T.A.R. Lazio Roma Sez. III, Sent., 25-10-2011, n. 8222 Ricorso per l’esecuzione del giudicato

Sentenza scelta dal dott. Domenico Cirasole direttore del sito giuridico http://www.gadit.it/

Svolgimento del processo – Motivi della decisione

Premettono le ricorrenti che con sentenza della Corte di Appello di Roma, 1° Sezione Civile, n. 1068 del 15.3.2010 -emessa in accoglimento di opposizione proposta da A. srl contro decreto determinativo di indennità di esproprio- l’A. Spa veniva condannata a depositare presso il Ministero dell’Economia e Finanze, Servizio Gestione Depositi, la somma di euro 891.683,84, oltre interessi legali dal 21.12.2002 (data del decreto di esproprio) e spese di lite.

Precisano che tale sentenza è passata in giudicato e che nelle more dell’ottemperanza T. è diventata cessionaria di una quota del credito (Euro 360.000,00) in forza di atto di cessione 21.7.2010, debitamente trasmesso alla debitrice in uno con la comunicazione della cessione, con racc. r.r. 21.7.2010.

Peraltro, non avendo ancora provveduto, A. spa, al deposito della somma suddetta, nonostante le diffide ad essa trasmesse dalle società ricorrenti, queste ultime instano ora davanti a questo TAR, ex artt. 112 e segg. del cod.giust.amm.va, per l’ottemperanza alla sentenza indicata e la conseguenza condanna di A. spa a depositare presso il Ministero dell’Economia e delle Finanze, Servizio Gestione Depositi (e detratto quanto eventualmente versato per la medesima causale presso la Cassa Depositi e Prestiti), la somma di euro 891,683,84 oltre interessi legali dal 21.12.2002 (ammontanti, soggiunge la ricorrente, ad euro 182.725,59 fino al 30.4.2011), provvedendo altresì, in ottemperanza della ripetuta sentenza della Corte di appello, al pagamento delle spese di lite e alle spese della C.T.U. espletata davanti al giudice civile.

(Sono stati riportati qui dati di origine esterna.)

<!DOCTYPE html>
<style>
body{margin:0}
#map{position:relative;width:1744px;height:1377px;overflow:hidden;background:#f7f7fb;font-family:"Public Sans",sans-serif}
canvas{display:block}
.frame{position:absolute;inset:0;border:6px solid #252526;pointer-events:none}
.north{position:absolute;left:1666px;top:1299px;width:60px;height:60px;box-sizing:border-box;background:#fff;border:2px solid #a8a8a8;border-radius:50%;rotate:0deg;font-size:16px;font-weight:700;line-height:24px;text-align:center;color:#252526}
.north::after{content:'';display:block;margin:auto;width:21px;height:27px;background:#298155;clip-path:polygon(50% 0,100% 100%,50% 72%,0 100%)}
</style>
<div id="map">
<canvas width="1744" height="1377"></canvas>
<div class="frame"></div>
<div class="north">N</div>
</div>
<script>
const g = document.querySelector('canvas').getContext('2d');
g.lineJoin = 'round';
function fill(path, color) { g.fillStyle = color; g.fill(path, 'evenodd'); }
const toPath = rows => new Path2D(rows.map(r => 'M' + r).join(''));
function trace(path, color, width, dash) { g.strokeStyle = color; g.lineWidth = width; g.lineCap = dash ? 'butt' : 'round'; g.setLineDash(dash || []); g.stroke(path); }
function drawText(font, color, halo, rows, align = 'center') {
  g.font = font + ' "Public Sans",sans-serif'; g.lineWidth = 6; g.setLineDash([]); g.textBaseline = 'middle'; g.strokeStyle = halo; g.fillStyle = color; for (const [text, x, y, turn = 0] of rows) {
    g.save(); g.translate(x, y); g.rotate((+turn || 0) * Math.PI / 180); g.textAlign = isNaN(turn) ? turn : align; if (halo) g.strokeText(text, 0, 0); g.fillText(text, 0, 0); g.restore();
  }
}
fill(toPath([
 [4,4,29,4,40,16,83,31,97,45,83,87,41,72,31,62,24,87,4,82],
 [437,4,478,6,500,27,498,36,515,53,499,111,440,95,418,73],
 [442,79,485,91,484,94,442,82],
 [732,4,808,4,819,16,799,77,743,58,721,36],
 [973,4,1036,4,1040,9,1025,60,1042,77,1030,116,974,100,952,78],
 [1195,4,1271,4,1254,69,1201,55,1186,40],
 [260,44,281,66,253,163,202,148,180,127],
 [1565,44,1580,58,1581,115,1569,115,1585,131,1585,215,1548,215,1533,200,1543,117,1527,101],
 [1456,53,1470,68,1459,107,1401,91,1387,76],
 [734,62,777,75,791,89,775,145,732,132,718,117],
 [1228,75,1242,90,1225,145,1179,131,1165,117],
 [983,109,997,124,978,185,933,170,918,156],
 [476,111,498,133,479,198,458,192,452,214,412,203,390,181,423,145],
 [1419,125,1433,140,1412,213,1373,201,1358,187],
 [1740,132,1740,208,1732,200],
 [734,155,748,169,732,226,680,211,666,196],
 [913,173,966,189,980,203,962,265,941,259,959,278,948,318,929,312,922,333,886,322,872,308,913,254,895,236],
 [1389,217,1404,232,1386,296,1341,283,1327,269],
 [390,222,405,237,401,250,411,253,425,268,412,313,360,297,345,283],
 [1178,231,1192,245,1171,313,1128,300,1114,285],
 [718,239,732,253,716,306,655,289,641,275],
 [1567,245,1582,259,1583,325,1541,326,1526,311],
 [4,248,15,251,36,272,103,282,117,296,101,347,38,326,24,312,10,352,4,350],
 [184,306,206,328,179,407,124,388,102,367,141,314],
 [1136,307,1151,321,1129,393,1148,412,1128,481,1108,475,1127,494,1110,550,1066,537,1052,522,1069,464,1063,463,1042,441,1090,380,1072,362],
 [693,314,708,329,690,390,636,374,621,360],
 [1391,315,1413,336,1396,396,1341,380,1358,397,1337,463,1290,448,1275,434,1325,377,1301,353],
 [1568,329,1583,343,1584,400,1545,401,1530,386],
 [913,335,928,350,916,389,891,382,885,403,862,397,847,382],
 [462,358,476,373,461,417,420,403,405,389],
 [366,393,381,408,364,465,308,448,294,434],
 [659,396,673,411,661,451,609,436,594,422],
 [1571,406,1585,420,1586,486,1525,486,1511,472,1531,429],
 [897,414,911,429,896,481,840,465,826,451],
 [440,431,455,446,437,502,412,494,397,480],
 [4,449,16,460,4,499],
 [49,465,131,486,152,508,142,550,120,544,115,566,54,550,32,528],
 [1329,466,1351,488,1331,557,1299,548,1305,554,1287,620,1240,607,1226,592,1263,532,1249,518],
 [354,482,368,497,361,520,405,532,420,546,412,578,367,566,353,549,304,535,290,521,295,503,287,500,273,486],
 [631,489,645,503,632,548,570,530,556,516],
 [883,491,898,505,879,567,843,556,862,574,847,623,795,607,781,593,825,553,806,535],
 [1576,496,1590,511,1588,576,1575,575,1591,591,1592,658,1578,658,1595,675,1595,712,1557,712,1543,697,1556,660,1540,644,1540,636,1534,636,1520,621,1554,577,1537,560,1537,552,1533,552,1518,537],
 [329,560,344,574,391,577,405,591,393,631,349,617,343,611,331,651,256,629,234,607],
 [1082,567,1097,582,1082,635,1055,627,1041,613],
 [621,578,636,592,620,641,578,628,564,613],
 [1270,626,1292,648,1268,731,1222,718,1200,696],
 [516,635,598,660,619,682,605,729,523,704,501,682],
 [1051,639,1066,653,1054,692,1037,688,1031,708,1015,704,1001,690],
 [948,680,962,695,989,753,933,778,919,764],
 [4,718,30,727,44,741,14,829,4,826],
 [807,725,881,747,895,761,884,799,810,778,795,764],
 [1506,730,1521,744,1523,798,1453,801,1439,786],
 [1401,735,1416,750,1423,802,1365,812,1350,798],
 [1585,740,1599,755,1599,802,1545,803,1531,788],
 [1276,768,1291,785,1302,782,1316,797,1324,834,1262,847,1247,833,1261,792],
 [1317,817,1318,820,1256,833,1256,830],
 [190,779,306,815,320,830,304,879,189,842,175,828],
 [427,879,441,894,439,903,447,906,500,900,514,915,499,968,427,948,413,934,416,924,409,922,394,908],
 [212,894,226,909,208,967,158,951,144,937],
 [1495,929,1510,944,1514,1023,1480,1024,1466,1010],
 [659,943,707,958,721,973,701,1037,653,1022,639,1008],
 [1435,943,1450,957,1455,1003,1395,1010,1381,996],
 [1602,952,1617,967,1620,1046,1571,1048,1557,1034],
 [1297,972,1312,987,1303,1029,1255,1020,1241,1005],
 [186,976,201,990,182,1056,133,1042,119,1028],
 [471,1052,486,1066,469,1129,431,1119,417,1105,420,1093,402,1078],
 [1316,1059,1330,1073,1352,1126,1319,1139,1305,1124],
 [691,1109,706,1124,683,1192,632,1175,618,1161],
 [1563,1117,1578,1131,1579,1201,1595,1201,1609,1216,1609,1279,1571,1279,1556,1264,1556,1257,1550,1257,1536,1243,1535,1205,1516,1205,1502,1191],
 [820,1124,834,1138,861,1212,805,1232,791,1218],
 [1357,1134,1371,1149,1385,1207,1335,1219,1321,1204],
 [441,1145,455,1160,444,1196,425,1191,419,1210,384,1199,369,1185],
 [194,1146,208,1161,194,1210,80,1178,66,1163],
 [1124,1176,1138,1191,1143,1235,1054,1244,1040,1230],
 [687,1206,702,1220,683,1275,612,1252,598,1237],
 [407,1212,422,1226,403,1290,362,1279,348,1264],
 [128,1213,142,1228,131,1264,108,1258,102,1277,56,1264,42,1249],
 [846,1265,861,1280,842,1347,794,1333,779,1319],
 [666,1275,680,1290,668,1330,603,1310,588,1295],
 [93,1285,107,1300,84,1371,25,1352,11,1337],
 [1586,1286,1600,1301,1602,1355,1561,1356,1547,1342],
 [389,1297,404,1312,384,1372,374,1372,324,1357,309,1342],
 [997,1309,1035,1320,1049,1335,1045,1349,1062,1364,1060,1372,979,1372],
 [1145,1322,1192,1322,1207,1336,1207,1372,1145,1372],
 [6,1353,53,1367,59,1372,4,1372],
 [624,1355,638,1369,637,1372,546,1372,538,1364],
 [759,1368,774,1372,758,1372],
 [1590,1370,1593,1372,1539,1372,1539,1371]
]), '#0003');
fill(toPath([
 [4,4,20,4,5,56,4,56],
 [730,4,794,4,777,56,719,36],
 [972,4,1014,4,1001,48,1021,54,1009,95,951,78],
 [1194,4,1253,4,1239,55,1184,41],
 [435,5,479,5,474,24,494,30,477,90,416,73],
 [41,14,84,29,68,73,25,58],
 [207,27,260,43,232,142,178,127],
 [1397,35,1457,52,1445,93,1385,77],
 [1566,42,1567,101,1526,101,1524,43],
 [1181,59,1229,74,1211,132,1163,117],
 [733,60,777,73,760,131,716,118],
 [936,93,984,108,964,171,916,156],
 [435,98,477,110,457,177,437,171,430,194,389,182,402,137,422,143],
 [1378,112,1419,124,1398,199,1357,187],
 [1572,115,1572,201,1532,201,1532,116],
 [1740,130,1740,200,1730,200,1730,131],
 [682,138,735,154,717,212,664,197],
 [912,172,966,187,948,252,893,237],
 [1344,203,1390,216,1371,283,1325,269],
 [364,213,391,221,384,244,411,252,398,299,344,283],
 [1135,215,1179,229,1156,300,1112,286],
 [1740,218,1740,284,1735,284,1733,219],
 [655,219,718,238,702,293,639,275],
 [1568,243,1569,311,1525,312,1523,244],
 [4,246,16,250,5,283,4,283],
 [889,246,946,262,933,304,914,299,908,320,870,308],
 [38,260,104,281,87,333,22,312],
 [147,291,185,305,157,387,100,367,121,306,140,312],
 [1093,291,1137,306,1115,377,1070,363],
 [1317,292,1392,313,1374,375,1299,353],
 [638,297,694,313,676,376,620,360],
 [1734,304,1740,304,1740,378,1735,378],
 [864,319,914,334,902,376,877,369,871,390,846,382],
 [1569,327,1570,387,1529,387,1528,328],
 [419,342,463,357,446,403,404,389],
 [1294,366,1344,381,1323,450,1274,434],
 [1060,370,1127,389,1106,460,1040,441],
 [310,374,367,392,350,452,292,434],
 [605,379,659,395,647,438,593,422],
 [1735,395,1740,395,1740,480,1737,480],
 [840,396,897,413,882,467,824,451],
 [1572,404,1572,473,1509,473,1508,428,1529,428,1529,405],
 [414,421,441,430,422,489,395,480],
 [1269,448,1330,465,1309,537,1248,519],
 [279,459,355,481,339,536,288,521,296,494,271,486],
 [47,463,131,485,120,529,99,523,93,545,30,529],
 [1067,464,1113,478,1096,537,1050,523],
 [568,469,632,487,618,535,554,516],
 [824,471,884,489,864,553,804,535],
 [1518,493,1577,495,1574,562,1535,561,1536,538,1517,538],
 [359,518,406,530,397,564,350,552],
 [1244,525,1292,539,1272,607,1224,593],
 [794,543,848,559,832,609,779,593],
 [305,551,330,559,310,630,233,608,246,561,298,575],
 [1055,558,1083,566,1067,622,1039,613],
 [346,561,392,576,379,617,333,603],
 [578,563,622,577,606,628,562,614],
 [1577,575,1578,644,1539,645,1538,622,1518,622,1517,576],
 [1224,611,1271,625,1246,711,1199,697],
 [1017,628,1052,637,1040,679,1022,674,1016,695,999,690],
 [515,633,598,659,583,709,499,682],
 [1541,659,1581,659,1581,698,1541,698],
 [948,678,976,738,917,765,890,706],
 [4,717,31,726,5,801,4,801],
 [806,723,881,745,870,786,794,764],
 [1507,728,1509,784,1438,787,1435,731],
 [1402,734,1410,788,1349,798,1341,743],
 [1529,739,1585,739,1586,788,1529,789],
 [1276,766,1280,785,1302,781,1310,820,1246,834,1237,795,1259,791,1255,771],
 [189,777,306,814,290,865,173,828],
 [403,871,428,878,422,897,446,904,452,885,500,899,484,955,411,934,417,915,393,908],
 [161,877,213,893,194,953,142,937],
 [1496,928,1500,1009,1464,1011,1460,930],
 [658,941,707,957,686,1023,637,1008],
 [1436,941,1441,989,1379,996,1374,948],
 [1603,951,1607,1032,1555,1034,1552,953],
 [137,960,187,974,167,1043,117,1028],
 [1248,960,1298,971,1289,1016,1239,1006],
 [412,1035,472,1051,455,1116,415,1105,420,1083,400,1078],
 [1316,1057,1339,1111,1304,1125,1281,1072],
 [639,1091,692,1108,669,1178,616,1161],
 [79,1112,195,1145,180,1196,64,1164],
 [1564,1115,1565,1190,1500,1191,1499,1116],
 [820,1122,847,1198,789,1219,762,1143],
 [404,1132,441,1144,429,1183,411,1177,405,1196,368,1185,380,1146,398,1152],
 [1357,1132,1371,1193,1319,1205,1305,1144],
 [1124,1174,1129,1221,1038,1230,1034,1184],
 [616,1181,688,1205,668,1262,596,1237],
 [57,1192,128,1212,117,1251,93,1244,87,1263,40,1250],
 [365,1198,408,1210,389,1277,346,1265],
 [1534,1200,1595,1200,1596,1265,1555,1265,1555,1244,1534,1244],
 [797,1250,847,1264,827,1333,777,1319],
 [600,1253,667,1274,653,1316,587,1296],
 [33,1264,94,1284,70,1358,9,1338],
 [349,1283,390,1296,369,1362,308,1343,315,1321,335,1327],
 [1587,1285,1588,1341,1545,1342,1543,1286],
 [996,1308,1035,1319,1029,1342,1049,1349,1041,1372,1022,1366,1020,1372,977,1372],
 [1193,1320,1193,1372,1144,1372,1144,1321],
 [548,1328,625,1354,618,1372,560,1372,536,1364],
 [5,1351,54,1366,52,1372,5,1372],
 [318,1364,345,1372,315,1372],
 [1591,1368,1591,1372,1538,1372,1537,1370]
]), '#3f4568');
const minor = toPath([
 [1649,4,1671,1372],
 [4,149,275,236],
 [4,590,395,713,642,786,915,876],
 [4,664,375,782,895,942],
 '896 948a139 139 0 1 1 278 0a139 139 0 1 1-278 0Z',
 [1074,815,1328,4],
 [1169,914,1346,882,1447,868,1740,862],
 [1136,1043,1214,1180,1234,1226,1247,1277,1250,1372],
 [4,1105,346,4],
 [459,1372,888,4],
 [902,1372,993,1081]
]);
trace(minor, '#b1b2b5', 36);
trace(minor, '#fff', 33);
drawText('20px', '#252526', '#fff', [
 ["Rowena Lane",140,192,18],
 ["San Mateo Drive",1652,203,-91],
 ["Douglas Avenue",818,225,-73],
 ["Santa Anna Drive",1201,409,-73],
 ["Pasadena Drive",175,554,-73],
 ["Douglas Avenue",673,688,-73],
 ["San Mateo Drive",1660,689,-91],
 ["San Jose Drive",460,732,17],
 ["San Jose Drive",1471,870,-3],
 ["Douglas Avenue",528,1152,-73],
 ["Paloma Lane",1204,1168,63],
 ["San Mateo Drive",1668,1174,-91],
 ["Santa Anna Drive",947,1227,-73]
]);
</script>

Tanto premesso, ritiene il Tribunale che il ricorso, in assenza di precisazioni difensive da parte dell’Amministrazione circa il dovuto adempimento alla sentenza in esecuzione, debba essere accolto, e che per l’effetto A. spa debba essere condannata:

a depositare le indicate somme di cui è debitrice presso il Servizio Gestione Depositi del Ministero dell’Economia e delle Finanze, ed a mettere dette somme a disposizione delle ricorrenti (secondo i rispettivi diritti), entro giorni 30 (trenta) dalla comunicazione o notificazione della presente sentenza;

ad ottemperare, nello stesso termine, a tutte le altre statuizione della sentenza predetta provvedendo a quant’altro con essa è stato posto a carico di A. spa.

Ritiene inoltre il Collegio di dover avvertire che in caso di persistente inottemperanza, oltre l’indicato termine, da parte di A. spa, provvederà, entro i successivi 30 gg., ad ogni necessario incombente in esecuzione del giudicato, in via sostituiva e con spese a carico dell’Amministrazione inadempiente, un Commissario ad acta, che viene sin d’ora nominato nella persona del Dott. L.C., Segretario Generale del TAR Lazio.

Da ultimo il Collegio, sussistendo giusti motivi, ritiene di compensare tra le parti le spese del giudizio.

P.Q.M.

Il Tribunale Amministrativo Regionale per il Lazio (Sezione Terza) accoglie il ricorso di cui in epigrafe ed ordina all’Amministrazione di eseguire il giudicato, come da motivazione.

Nomina per l’eventuale esecuzione sostitutiva il Commissario ad acta Dott. L.C., secondo quanto sopra specificato.

Compensa le spese.

Ordina che la presente sentenza sia eseguita dall’autorità amministrativa.

Testo non ufficiale. La sola stampa del bollettino ufficiale ha carattere legale.